_YOUR GOAL:_
Reproduce the listing below in its entirety. Change nothing.

(Beginning of DATA TO EXAMINE)

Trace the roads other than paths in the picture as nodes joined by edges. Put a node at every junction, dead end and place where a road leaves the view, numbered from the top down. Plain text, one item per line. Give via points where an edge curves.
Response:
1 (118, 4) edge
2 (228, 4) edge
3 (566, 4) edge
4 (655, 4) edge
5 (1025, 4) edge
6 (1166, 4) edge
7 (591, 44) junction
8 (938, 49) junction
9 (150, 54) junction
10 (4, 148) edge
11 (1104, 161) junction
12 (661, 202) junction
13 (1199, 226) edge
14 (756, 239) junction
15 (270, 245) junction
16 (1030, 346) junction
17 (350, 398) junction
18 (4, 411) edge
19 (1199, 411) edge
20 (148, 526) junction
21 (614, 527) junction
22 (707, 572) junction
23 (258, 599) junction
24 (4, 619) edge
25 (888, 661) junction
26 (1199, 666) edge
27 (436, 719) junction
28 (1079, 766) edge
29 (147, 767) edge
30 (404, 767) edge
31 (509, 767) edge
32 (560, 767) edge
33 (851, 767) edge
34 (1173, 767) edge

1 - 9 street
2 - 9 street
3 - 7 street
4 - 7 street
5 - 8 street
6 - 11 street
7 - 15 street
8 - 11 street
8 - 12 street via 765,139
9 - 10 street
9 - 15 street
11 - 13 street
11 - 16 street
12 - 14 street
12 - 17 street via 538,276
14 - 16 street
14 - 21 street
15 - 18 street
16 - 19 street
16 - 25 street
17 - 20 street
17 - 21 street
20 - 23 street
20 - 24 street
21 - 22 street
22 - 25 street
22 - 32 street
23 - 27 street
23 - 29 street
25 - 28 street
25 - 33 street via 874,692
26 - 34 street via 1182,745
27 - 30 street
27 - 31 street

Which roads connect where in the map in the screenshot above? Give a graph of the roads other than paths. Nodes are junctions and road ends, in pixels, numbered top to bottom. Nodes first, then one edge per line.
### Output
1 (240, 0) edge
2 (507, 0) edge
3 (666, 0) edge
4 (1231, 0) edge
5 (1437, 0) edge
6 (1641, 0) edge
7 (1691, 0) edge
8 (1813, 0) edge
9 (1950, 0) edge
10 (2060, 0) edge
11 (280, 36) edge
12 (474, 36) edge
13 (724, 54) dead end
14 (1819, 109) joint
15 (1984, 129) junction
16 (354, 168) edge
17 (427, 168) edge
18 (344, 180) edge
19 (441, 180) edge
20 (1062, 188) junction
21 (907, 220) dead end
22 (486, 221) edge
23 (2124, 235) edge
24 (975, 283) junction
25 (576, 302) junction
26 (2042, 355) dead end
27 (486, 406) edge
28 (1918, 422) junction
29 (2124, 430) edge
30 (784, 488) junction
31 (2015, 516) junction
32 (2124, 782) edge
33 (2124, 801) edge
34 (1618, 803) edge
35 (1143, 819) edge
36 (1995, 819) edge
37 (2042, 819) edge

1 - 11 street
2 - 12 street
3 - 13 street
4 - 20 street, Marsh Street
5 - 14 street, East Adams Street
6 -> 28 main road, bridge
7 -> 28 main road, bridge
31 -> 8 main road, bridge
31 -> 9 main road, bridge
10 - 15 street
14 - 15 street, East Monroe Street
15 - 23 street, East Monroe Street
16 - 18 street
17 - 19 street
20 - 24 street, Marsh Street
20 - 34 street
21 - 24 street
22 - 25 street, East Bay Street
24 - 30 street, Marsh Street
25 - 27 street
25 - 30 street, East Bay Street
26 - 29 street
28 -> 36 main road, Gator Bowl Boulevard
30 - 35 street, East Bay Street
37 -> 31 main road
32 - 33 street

(End of DATA TO EXAMINE)

_OUTPUT FOR THIS EXERCISE:_
Trace the roads other than paths in the picture as nodes joined by edges. Put a node at every junction, dead end and place where a road leaves the view, numbered from the top down. Plain text, one item per line. Give via points where an edge curves.
Response:
1 (118, 4) edge
2 (228, 4) edge
3 (566, 4) edge
4 (655, 4) edge
5 (1025, 4) edge
6 (1166, 4) edge
7 (591, 44) junction
8 (938, 49) junction
9 (150, 54) junction
10 (4, 148) edge
11 (1104, 161) junction
12 (661, 202) junction
13 (1199, 226) edge
14 (756, 239) junction
15 (270, 245) junction
16 (1030, 346) junction
17 (350, 398) junction
18 (4, 411) edge
19 (1199, 411) edge
20 (148, 526) junction
21 (614, 527) junction
22 (707, 572) junction
23 (258, 599) junction
24 (4, 619) edge
25 (888, 661) junction
26 (1199, 666) edge
27 (436, 719) junction
28 (1079, 766) edge
29 (147, 767) edge
30 (404, 767) edge
31 (509, 767) edge
32 (560, 767) edge
33 (851, 767) edge
34 (1173, 767) edge

1 - 9 street
2 - 9 street
3 - 7 street
4 - 7 street
5 - 8 street
6 - 11 street
7 - 15 street
8 - 11 street
8 - 12 street via 765,139
9 - 10 street
9 - 15 street
11 - 13 street
11 - 16 street
12 - 14 street
12 - 17 street via 538,276
14 - 16 street
14 - 21 street
15 - 18 street
16 - 19 street
16 - 25 street
17 - 20 street
17 - 21 street
20 - 23 street
20 - 24 street
21 - 22 street
22 - 25 street
22 - 32 street
23 - 27 street
23 - 29 street
25 - 28 street
25 - 33 street via 874,692
26 - 34 street via 1182,745
27 - 30 street
27 - 31 street

Which roads connect where in the map in the screenshot above? Give a graph of the roads other than paths. Nodes are junctions and road ends, in pixels, numbered top to bottom. Nodes first, then one edge per line.
### Output
1 (240, 0) edge
2 (507, 0) edge
3 (666, 0) edge
4 (1231, 0) edge
5 (1437, 0) edge
6 (1641, 0) edge
7 (1691, 0) edge
8 (1813, 0) edge
9 (1950, 0) edge
10 (2060, 0) edge
11 (280, 36) edge
12 (474, 36) edge
13 (724, 54) dead end
14 (1819, 109) joint
15 (1984, 129) junction
16 (354, 168) edge
17 (427, 168) edge
18 (344, 180) edge
19 (441, 180) edge
20 (1062, 188) junction
21 (907, 220) dead end
22 (486, 221) edge
23 (2124, 235) edge
24 (975, 283) junction
25 (576, 302) junction
26 (2042, 355) dead end
27 (486, 406) edge
28 (1918, 422) junction
29 (2124, 430) edge
30 (784, 488) junction
31 (2015, 516) junction
32 (2124, 782) edge
33 (2124, 801) edge
34 (1618, 803) edge
35 (1143, 819) edge
36 (1995, 819) edge
37 (2042, 819) edge

1 - 11 street
2 - 12 street
3 - 13 street
4 - 20 street, Marsh Street
5 - 14 street, East Adams Street
6 -> 28 main road, bridge
7 -> 28 main road, bridge
31 -> 8 main road, bridge
31 -> 9 main road, bridge
10 - 15 street
14 - 15 street, East Monroe Street
15 - 23 street, East Monroe Street
16 - 18 street
17 - 19 street
20 - 24 street, Marsh Street
20 - 34 street
21 - 24 street
22 - 25 street, East Bay Street
24 - 30 street, Marsh Street
25 - 27 street
25 - 30 street, East Bay Street
26 - 29 street
28 -> 36 main road, Gator Bowl Boulevard
30 - 35 street, East Bay Street
37 -> 31 main road
32 - 33 street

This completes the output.